Le bilan humain du séisme s’élève à au moins 47 morts en fin de journée du 10 août, un chiffre provisoire qui devrait encore augmenter. Les autorités locales avaient initialement recensé 18 morts à Pereira, 3 à Manizales, et 1 à Buenaventura, où l’effondrement d’un immeuble a piégé plusieurs personnes. D’autres victimes ont été signalées à Cali et dans le Chocó, où de nombreux habitants restent injoignables en raison des coupures de réseau. Le président colombien Abelardo de la Espriella, en fonction depuis seulement cinq jours, a annoncé la mise en place d’un poste de commandement unifié pour coordonner les secours. Le nombre de blessés n’a pas encore été précisé.
Les zones les plus affectées par le séisme sont le département du Chocó, où se situe l’épicentre, ainsi que la région du café (Eje Cafetero), notamment Pereira et Manizales. À Pereira, 18 morts ont été recensés, tandis qu’à Manizales, une tour de la cathédrale-basilique Notre-Dame-du-Rosaire s’est effondrée, endommageant la statue du Christ qui la surmontait. Cali, troisième ville du pays, compte au moins 20 bâtiments effondrés, avec des personnes prises au piège sous les décombres. Le Chocó, région pauvre du littoral Pacifique, a subi des dégâts graves à Quibdó, chef-lieu du département. Les autorités évaluent actuellement l’étendue des destructions à l’aide de drones.

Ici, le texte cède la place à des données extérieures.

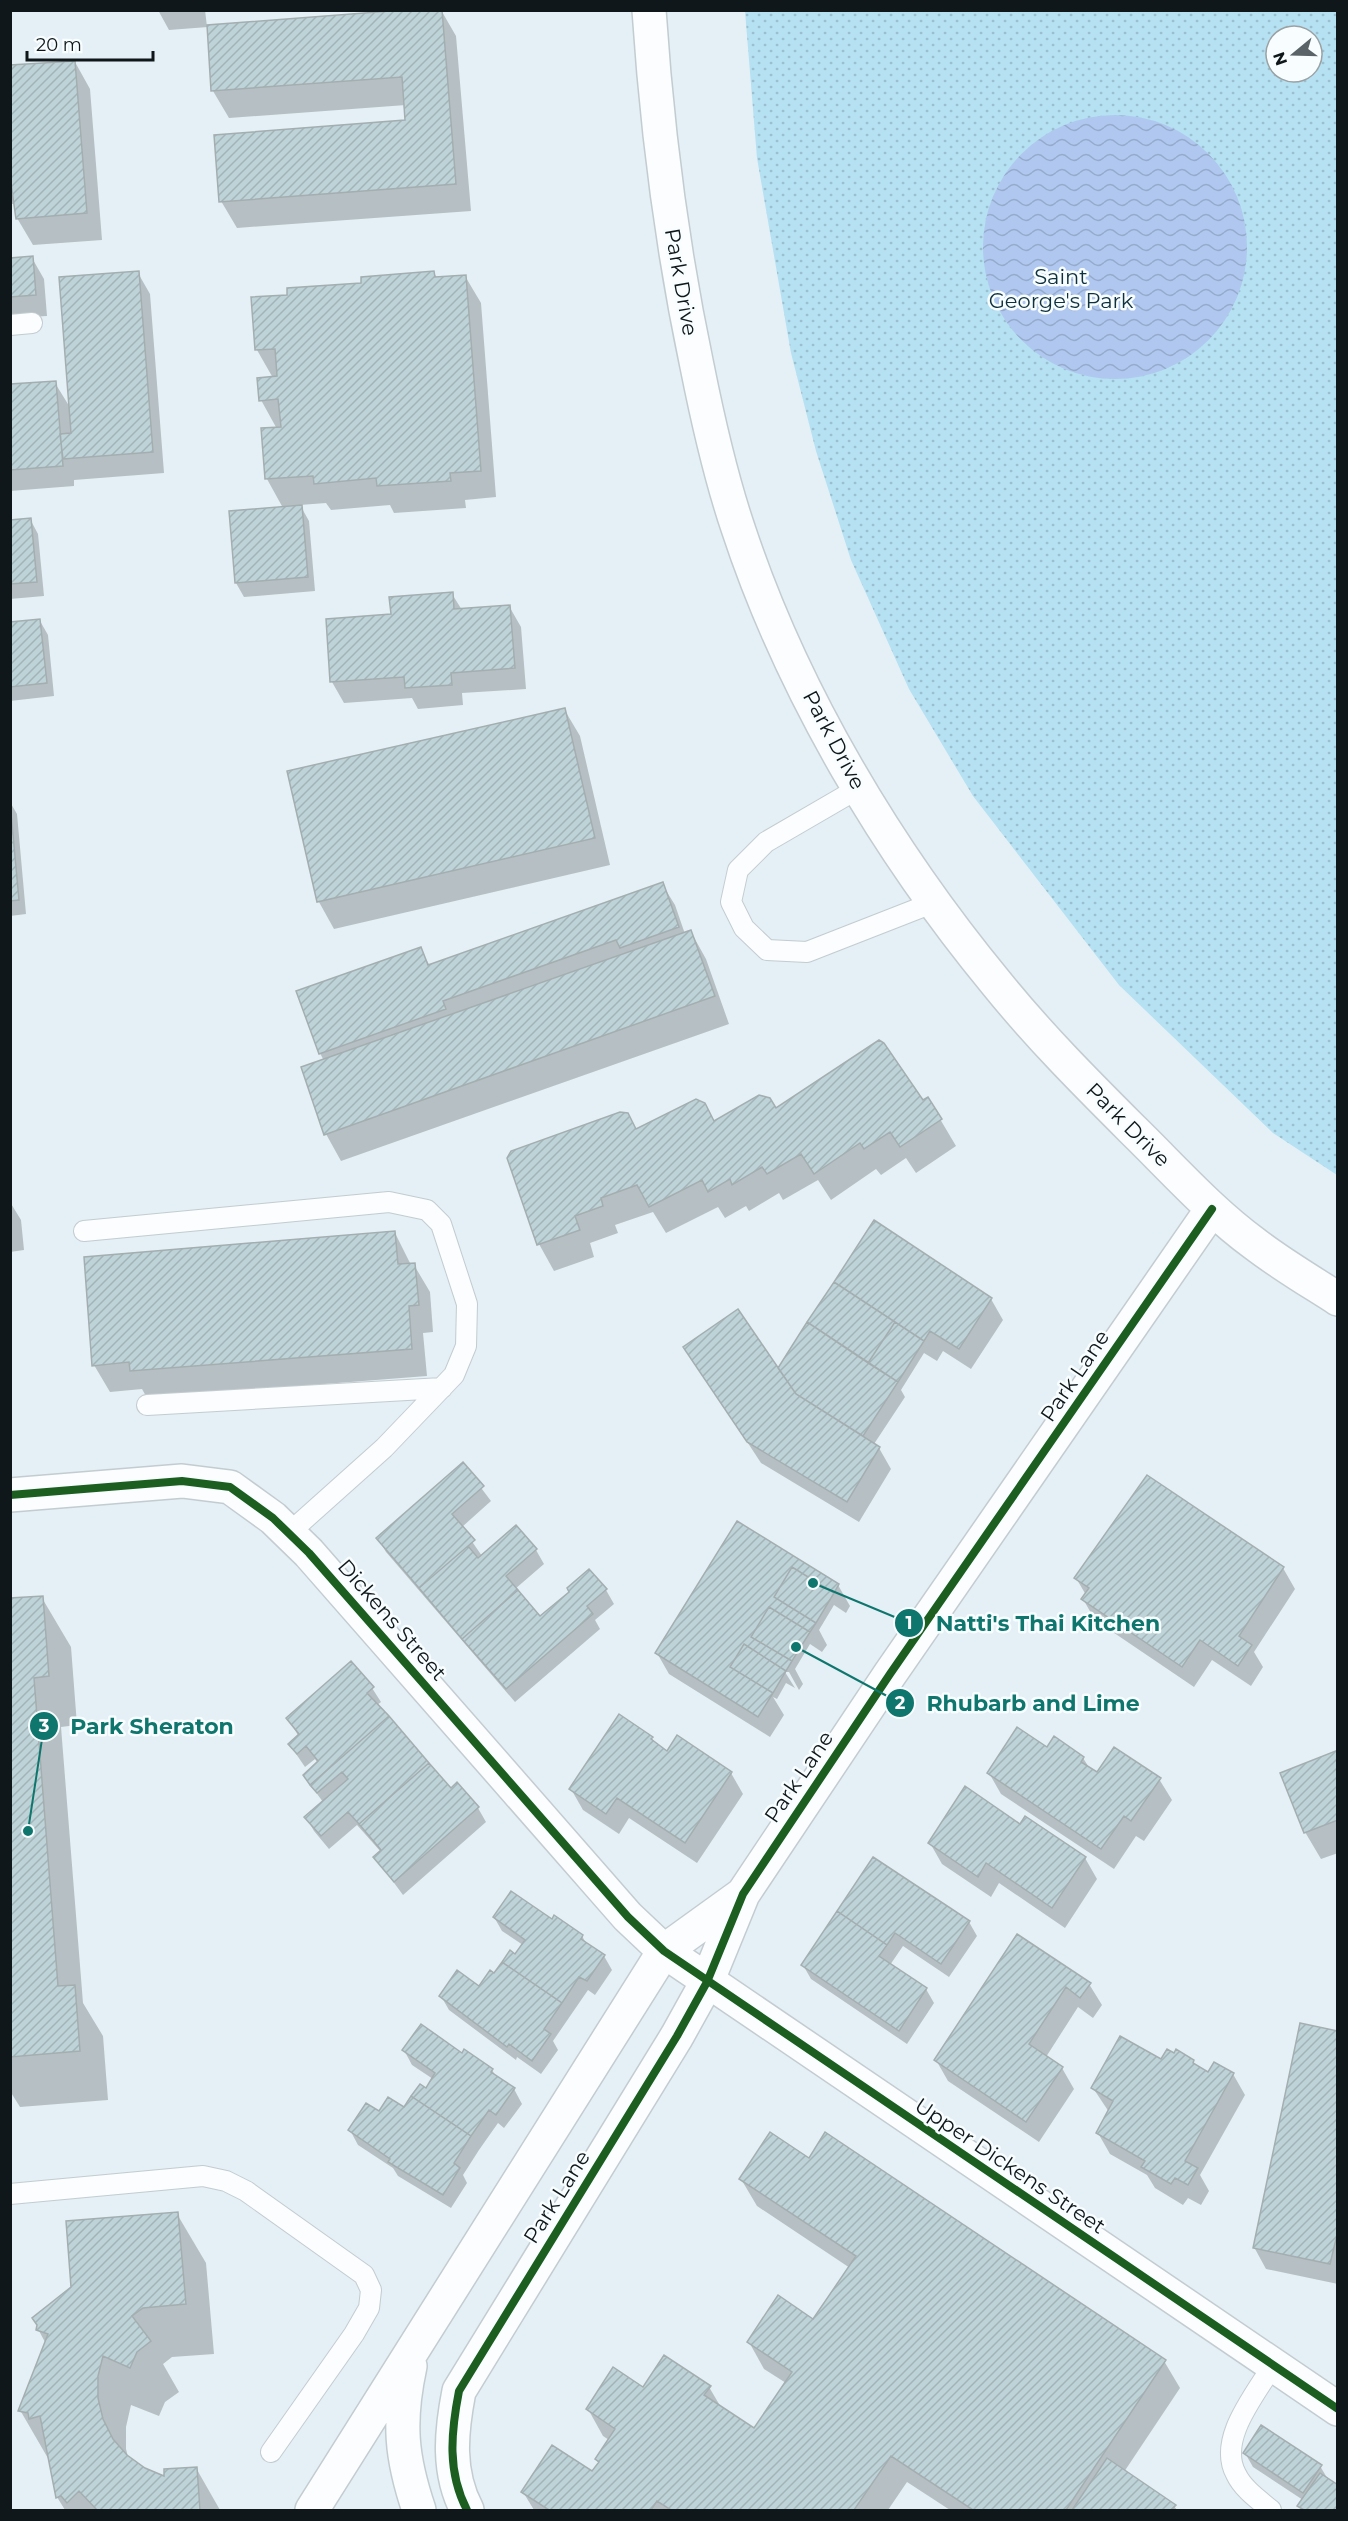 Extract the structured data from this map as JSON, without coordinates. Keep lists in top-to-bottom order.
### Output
{
  "streets": {
    "street": [
      "Park Drive",
      "Park Lane",
      "Dickens Street",
      "Upper Dickens Street"
    ]
  },
  "crossings": [
    ["Park Drive", "Park Lane"],
    ["Park Lane", "Dickens Street"],
    ["Park Lane", "Upper Dickens Street"],
    ["Dickens Street", "Upper Dickens Street"]
  ],
  "parks": ["Saint George's Park"],
  "places": ["Natti's Thai Kitchen", "Rhubarb and Lime", "Park Sheraton"],
  "scale_bar": "20 m",
  "north": "left"
} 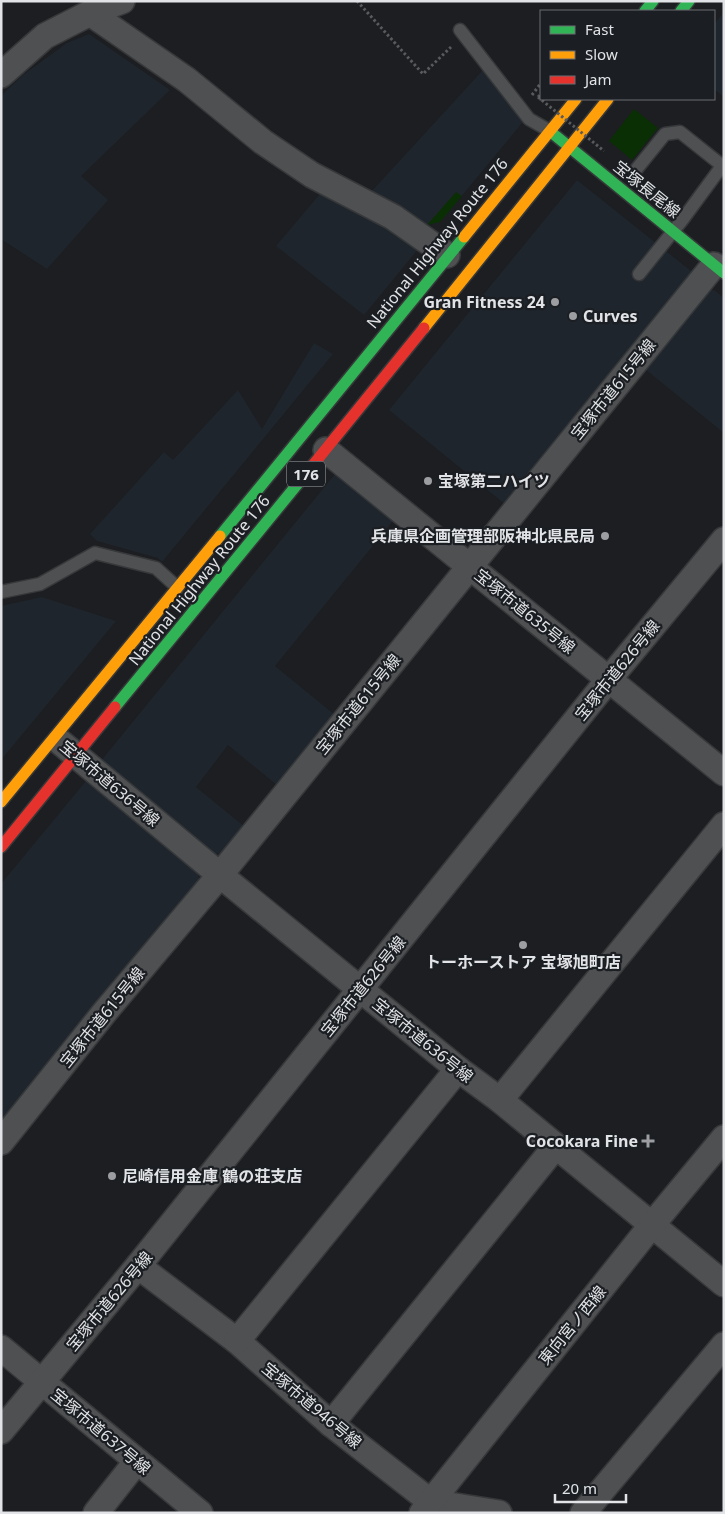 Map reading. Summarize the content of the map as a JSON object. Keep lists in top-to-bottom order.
{
  "streets": {
    "main road": ["宝塚長尾線", "National Highway Route 176", "176"],
    "street": [
      "宝塚市道615号線",
      "宝塚市道635号線",
      "宝塚市道626号線",
      "宝塚市道636号線",
      "東向宮ノ西線",
      "宝塚市道946号線",
      "宝塚市道637号線"
    ]
  },
  "crossings": [
    ["宝塚長尾線", "National Highway Route 176"],
    ["宝塚長尾線", "宝塚市道615号線"],
    ["National Highway Route 176", "宝塚市道635号線"],
    ["National Highway Route 176", "宝塚市道636号線"],
    ["宝塚市道615号線", "宝塚市道635号線"],
    ["宝塚市道615号線", "宝塚市道636号線"],
    ["宝塚市道635号線", "宝塚市道626号線"],
    ["宝塚市道626号線", "宝塚市道636号線"],
    ["宝塚市道626号線", "宝塚市道946号線"],
    ["宝塚市道626号線", "宝塚市道637号線"],
    ["宝塚市道636号線", "東向宮ノ西線"],
    ["東向宮ノ西線", "宝塚市道946号線"]
  ],
  "places": {
    "other": [
      "Gran Fitness 24",
      "Curves",
      "宝塚第二ハイツ",
      "兵庫県企画管理部阪神北県民局",
      "トーホーストア 宝塚旭町店",
      "尼崎信用金庫 鶴の荘支店"
    ],
    "health": ["Cocokara Fine"]
  },
  "legend": ["Fast", "Slow", "Jam"],
  "scale_bar": "20 m"
}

Six aéroports de l’ouest de la Colombie ont suspendu leurs opérations par mesure de sécurité : Pereira, Manizales, Quibdó, Armenia, Cartago et Buenaventura. À Pereira, une partie de la toiture de l’aéroport Matecaña s’est partiellement effondrée. L’aéroport international El Dorado de Bogotá, principal point d’entrée du pays, reste opérationnel mais accuse des retards en raison de l’afflux de vols déroutés depuis les terminaux fermés. Dans les zones sinistrées, des coupures d’électricité et de réseau mobile compliquent les secours et les communications. Les autorités ont également émis des alertes de glissement de terrain et de liquéfaction des sols pour plus de 430 000 habitants vivant à proximité de l’épicentre.
Après un séisme de magnitude 7,4, des répliques sont quasi inévitables. Plusieurs ont déjà été enregistrées, dont une de magnitude 5. Les répliques peuvent survenir pendant plusieurs jours, voire semaines, avec une intensité décroissante. Les autorités locales, comme la gouverneure du Chocó, ont déjà évoqué ce risque. La Colombie, située sur la ceinture de feu du Pacifique, une zone de forte activité sismique, enregistre chaque année des dizaines de séismes de magnitude supérieure à 4. Pour suivre l’évolution de la situation, il est recommandé de consulter les communications officielles du Service géologique colombien et de l’UNGRD (agence nationale de gestion des risques de catastrophe), plutôt que les réseaux sociaux.
Si votre voyage en Colombie prévoit une étape à Cali, Pereira, Manizales, Armenia, Quibdó ou sur la côte Pacifique (Chocó) et la région du café, il est conseillé de modifier vos plans en raison des infrastructures perturbées et du risque de répliques. En revanche, un voyage centré sur Bogotá, Medellín, la Caraïbe colombienne (Carthagène, Santa Marta) ou l’Amazonie n’est pas remis en cause. L’aéroport de Bogotá fonctionne normalement, tout comme celui de Medellín. Le ministère français des Affaires étrangères ne recommande pas d’annuler son voyage, mais conseille de consulter les *Conseils aux voyageurs* avant de partir. Il est également recommandé de vérifier son itinéraire, de contacter sa compagnie aérienne et de se renseigner sur les conditions d’annulation de ses réservations.